WORK TASK ▸
Only the lines holding "Yale" are wanted. Copy every one from the records below.

[Collected data]
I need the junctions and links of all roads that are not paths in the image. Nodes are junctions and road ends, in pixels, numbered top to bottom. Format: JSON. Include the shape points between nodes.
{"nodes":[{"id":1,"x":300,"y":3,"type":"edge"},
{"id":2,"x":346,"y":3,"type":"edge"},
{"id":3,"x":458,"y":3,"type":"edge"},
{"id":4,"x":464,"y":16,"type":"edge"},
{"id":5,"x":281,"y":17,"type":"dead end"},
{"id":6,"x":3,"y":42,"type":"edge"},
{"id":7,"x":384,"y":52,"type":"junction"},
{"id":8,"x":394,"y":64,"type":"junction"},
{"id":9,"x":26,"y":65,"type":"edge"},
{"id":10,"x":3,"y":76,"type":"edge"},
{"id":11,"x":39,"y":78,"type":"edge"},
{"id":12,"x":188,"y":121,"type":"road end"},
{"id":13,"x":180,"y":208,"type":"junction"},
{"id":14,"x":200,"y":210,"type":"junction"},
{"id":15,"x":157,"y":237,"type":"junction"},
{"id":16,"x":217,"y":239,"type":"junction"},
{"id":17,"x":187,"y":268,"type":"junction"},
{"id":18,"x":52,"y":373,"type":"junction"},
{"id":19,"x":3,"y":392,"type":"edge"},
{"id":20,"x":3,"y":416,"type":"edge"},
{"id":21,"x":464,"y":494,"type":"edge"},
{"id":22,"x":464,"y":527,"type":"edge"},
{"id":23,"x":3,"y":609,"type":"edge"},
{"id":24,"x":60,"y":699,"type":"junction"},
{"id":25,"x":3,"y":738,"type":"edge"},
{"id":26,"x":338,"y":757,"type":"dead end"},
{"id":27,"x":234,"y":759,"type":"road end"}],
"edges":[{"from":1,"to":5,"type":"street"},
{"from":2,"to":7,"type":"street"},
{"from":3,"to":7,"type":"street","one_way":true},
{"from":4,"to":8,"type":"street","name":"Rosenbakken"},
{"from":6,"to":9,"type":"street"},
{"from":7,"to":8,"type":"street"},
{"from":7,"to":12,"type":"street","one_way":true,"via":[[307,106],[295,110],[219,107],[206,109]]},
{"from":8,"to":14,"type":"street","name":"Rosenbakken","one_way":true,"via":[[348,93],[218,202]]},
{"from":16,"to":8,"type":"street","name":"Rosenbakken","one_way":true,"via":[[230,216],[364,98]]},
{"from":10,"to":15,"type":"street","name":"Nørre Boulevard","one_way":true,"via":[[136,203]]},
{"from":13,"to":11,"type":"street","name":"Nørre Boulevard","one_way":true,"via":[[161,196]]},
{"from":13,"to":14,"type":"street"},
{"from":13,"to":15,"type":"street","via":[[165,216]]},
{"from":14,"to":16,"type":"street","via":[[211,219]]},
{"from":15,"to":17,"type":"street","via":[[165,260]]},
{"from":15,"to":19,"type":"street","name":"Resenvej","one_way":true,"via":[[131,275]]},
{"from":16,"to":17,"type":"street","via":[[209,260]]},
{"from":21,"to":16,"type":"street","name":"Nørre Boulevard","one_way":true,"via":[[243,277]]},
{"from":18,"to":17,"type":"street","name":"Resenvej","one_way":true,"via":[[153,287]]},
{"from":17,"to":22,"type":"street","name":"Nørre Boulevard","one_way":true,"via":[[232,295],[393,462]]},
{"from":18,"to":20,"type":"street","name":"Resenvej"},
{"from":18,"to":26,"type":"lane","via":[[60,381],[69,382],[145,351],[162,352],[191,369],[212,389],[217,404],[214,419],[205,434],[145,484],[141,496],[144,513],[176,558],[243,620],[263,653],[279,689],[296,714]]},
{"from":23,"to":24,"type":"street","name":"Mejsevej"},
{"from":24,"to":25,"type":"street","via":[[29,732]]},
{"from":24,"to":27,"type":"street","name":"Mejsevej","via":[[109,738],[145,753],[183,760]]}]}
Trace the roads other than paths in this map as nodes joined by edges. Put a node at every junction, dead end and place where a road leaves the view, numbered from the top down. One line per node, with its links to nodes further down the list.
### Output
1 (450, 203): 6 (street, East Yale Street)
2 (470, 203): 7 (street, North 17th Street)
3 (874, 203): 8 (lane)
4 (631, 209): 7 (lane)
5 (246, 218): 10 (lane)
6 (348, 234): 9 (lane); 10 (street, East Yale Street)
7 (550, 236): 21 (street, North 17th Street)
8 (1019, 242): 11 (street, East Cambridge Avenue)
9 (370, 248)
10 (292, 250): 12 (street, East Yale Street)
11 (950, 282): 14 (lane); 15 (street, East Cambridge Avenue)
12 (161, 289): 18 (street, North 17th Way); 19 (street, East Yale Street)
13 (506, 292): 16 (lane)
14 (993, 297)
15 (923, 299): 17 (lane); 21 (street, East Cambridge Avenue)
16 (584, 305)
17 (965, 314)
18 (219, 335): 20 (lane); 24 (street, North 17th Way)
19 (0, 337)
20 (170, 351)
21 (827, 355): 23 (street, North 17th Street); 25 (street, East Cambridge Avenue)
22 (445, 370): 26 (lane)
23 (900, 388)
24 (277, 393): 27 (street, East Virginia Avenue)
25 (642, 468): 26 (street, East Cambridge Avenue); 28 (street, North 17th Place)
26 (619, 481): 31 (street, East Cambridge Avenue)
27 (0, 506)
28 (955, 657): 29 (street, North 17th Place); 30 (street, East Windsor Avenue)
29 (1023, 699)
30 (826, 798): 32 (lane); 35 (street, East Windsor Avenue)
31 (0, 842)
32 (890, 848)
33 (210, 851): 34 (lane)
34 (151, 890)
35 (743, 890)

SOLVED EXERCISE ▸
1 (450, 203): 6 (street, East Yale Street)
6 (348, 234): 9 (lane); 10 (street, East Yale Street)
10 (292, 250): 12 (street, East Yale Street)
12 (161, 289): 18 (street, North 17th Way); 19 (street, East Yale Street)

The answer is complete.